One of the most maddening aspects of Armageddon is the lack of attention paid to scientific detail. The movie is rife with such impossibilities as sound in space, characters breathing in airlocks which should be empty, and spacesuits (made from a substance that looks suspiciously like corduroy) that magically compensate for the microgravity of the asteroid's surface.
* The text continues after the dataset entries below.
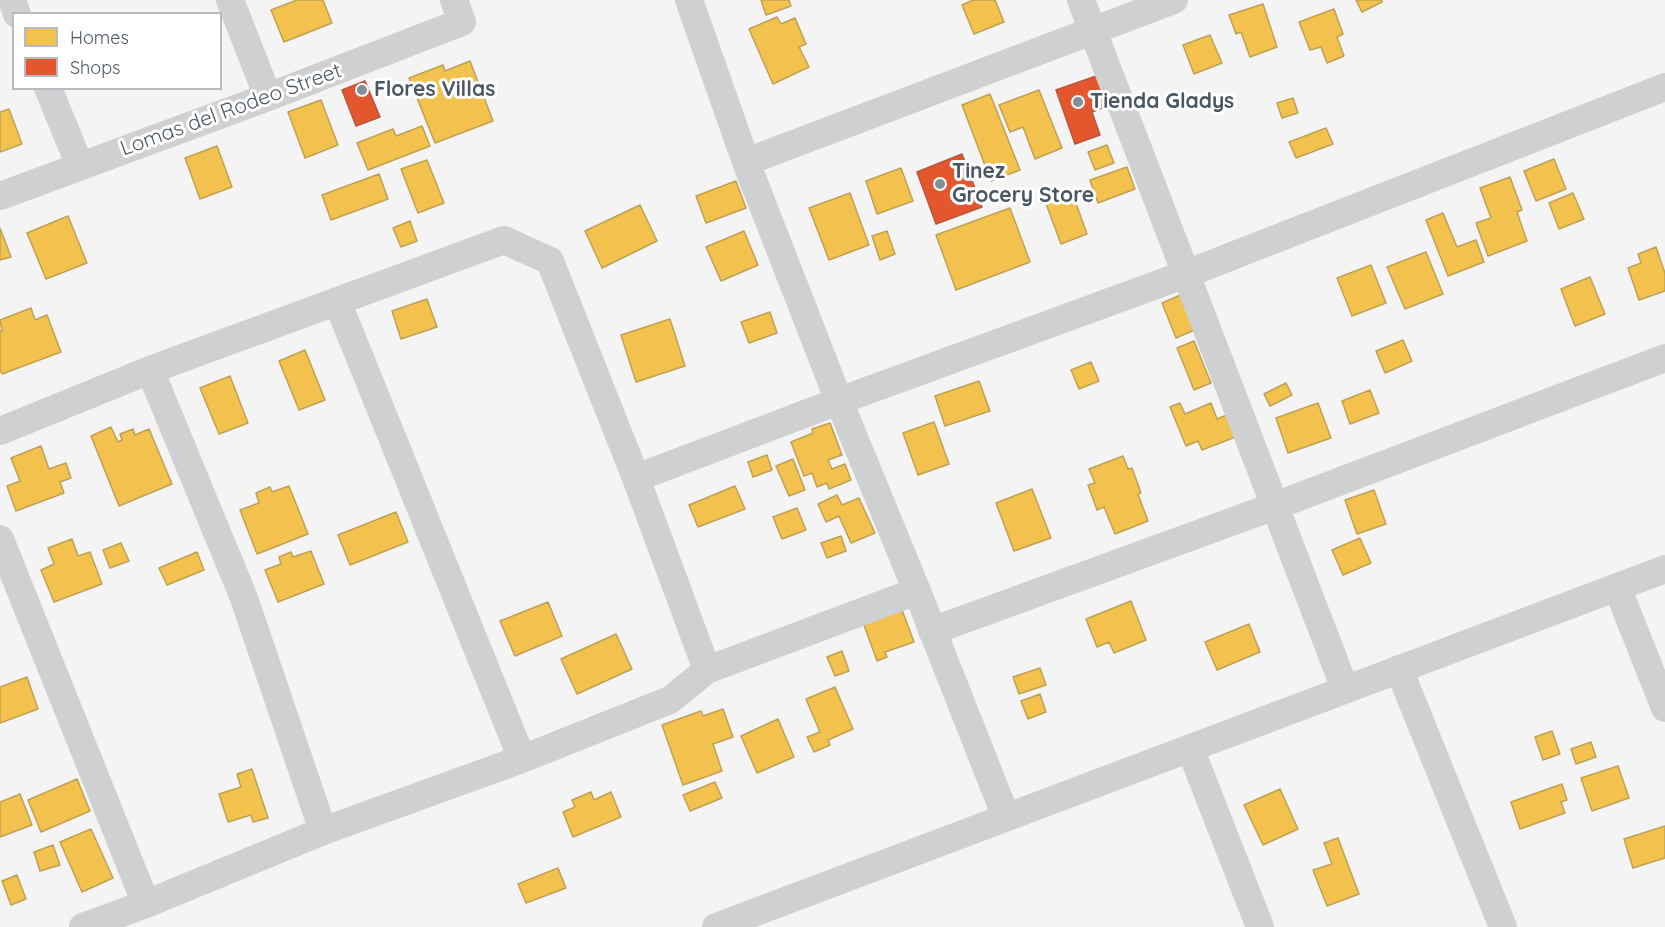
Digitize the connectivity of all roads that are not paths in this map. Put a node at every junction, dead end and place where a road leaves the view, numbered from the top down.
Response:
1 (230, 0) edge
2 (689, 0) edge
3 (1081, 0) edge
4 (1174, 0) edge
5 (458, 11) edge
6 (1092, 31) junction
7 (1665, 87) edge
8 (49, 90) edge
9 (268, 97) junction
10 (746, 162) junction
11 (80, 166) junction
12 (0, 196) edge
13 (1186, 274) junction
14 (337, 301) junction
15 (1665, 358) edge
16 (150, 370) junction
17 (839, 401) junction
18 (0, 431) edge
19 (636, 478) junction
20 (1275, 506) junction
21 (0, 538) edge
22 (1665, 569) edge
23 (1617, 587) junction
24 (917, 591) junction
25 (932, 631) junction
26 (1399, 669) junction
27 (707, 670) junction
28 (1345, 690) junction
29 (1665, 708) edge
30 (1190, 748) junction
31 (522, 759) junction
32 (1006, 818) junction
33 (322, 831) junction
34 (146, 904) junction
35 (84, 927) edge
36 (716, 927) edge
37 (1260, 927) edge
38 (1503, 927) edge

1 - 9 street
2 - 10 street
3 - 6 street
4 - 6 street
5 - 9 street, Lomas del Rodeo Street
6 - 10 street
6 - 13 street
7 - 13 street
8 - 11 street
9 - 11 street, Lomas del Rodeo Street
10 - 17 street
11 - 12 street, Lomas del Rodeo Street
13 - 17 street
13 - 20 street
14 - 16 street
14 - 19 street
14 - 31 street
15 - 20 street
16 - 18 street
16 - 33 street
17 - 19 street
17 - 24 street
19 - 27 street
20 - 25 street
20 - 28 street
21 - 34 street
22 - 23 street
23 - 26 street
23 - 29 street
24 - 25 street
24 - 27 street
25 - 32 street
26 - 28 street
26 - 38 street
27 - 31 street
28 - 30 street
30 - 32 street
30 - 37 street
31 - 33 street
32 - 36 street
33 - 34 street
34 - 35 street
One of the characters actually gets "space dementia." A more reasonable explanation would be that the character had too much oxygen in his air supply, but that would have required too much homework for the scriptwriters.

The movie also asks us to believe that NASA, which we're told is as woefully underfunded in Armageddon as it is in real life at the start of the film, has two top-secret super-advanced space shuttles that can be prepped for launch in something like a week, and that these super-shuttles have been designed to land on and take off from the craggy surface of an asteroid. And while I'm no geologist, a hole less than a quarter of a mile deep doesn't seem like it would make all that much of a difference on an asteroid we're told is the size of Texas (and is that in cubic or square feet, anyway? And why are things always the size of Texas? Wouldn't an asteroid the size of Rhode Island or Delaware be plenty scary on its own?).

Armageddon also suffers by not describing in any detail just what the drillers are supposed to do when they get to the asteroid. Sure, we know they're drilling a hole and dropping a nuclear warhead down it, but we're
never told anything about drilling. The result is that we never have any idea what the drillers are doing on the asteroid's surface, and thus there's no real suspense during the actual drilling scenes. Since we don't know what's happening we can't care about what we're seeing, and whenever anything happens, we don't know what it means until one of the characters reacts.

The soundtrack is particularly distracting. Ambient noise, sound effects, and what seems like an endless string of Aerosmith songs all overwhelm spoken dialogue for what feels like almost a quarter of the film. And with a running time of two and a half hours, the film is far too long.

Somewhere along the line, this could have been a genuinely good science fiction film. Instead, it's a mess that veers from scene to scene with little internal consistency and never gives a reason to care about what was happening onscreen. Armageddon promises a bang but delivers a whimper.